On 01/28, Johannes Weiner wrote:
>
> Add abort_exclusive_wait() which removes the process' wait descriptor
> from the waitqueue, iff still queued, or wakes up the next waiter
> otherwise. It does so under the waitqueue lock. Racing with a wake
> up means the aborting process is either already woken (removed from
> the queue) and will wake up the next waiter, or it will remove itself
> from the queue and the concurrent wake up will apply to the next
> waiter after it.
>
> Use abort_exclusive_wait() in __wait_event_interruptible_exclusive()
> and __wait_on_bit_lock() when they were interrupted by other means
> than a wake up through the queue.

Imho, this all is right, and this patch should replace
lock_page_killable-avoid-lost-wakeups.patch (except for stable tree).

But I guess we need maintainer's opinion, we have them in cc ;)

Oleg.

2009-01-29 07:38:45

by Andrew Morton

[permalink] [raw]
Subject: Re: [RFC v7] wait: prevent exclusive waiter starvation

On Thu, 29 Jan 2009 05:42:27 +0100 Oleg Nesterov <[email protected]> wrote:

> On 01/28, Johannes Weiner wrote:
> >
> > Add abort_exclusive_wait() which removes the process' wait descriptor
> > from the waitqueue, iff still queued, or wakes up the next waiter
> > otherwise. It does so under the waitqueue lock. Racing with a wake
> > up means the aborting process is either already woken (removed from
> > the queue) and will wake up the next waiter, or it will remove itself
> > from the queue and the concurrent wake up will apply to the next
> > waiter after it.
> >
> > Use abort_exclusive_wait() in __wait_event_interruptible_exclusive()
> > and __wait_on_bit_lock() when they were interrupted by other means
> > than a wake up through the queue.
>
> Imho, this all is right, and this patch should replace
> lock_page_killable-avoid-lost-wakeups.patch (except for stable tree).
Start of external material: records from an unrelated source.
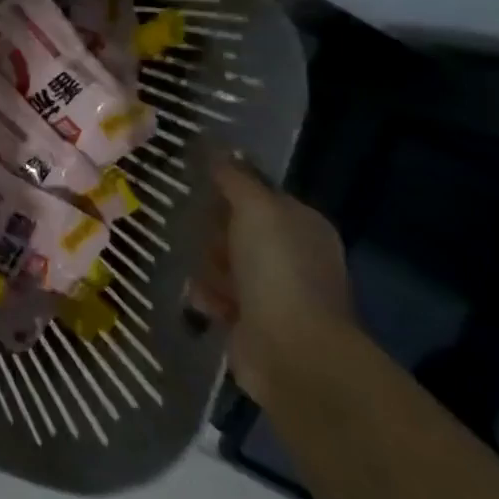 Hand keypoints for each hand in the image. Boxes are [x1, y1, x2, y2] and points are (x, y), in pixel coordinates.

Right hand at [187, 148, 353, 405]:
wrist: (292, 351)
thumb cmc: (277, 270)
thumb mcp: (255, 208)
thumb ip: (234, 177)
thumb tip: (214, 147)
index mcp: (302, 223)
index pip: (257, 193)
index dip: (227, 188)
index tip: (197, 186)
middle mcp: (292, 254)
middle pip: (234, 227)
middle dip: (212, 230)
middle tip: (200, 235)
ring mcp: (275, 290)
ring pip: (221, 260)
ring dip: (206, 265)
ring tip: (203, 274)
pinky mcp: (253, 320)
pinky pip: (217, 294)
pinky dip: (207, 295)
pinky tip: (204, 301) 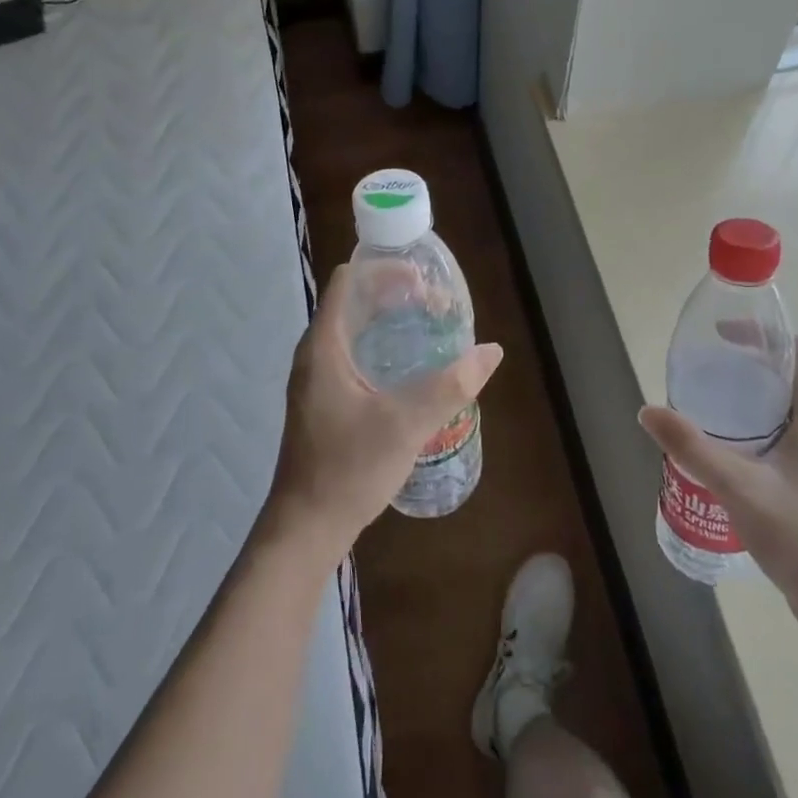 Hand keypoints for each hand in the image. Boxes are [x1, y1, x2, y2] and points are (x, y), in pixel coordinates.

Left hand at [264, 266, 502, 563]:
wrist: (306, 528)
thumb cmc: (349, 468)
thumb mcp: (406, 424)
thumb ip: (450, 385)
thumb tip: (491, 352)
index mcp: (324, 346)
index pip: (349, 281)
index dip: (385, 269)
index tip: (423, 280)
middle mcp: (315, 353)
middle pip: (354, 302)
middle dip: (395, 295)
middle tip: (437, 305)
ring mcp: (317, 379)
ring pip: (355, 330)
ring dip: (390, 322)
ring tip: (430, 329)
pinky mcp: (324, 401)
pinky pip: (354, 355)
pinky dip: (382, 347)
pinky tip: (411, 368)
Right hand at [641, 338, 797, 635]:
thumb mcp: (739, 487)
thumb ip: (692, 448)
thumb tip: (647, 411)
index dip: (765, 337)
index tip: (723, 338)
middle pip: (791, 380)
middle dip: (748, 369)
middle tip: (705, 373)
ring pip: (787, 413)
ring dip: (751, 403)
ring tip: (707, 407)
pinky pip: (785, 441)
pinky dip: (756, 433)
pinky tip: (726, 453)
I dropped lock_page_killable-avoid-lost-wakeups.patch a while ago.

So I think we're saying that
lock_page_killable-avoid-lost-wakeups.patch actually did fix the bug?

And that "[RFC v7] wait: prevent exclusive waiter starvation" fixes it
as well, and in a preferable manner, but not a manner which we consider
suitable for -stable? (why?)

And hence that lock_page_killable-avoid-lost-wakeups.patch is the
appropriate fix for -stable?

If so, that's a bit unusual, and the -stable maintainers may choose to
take the patch which we're putting into 2.6.29.

Here, for the record (and for [email protected]), is
lock_page_killable-avoid-lost-wakeups.patch:


From: Chris Mason <[email protected]>

lock_page and lock_page_killable both call __wait_on_bit_lock, and both
end up using prepare_to_wait_exclusive(). This means that when someone
does finally unlock the page, only one process is going to get woken up.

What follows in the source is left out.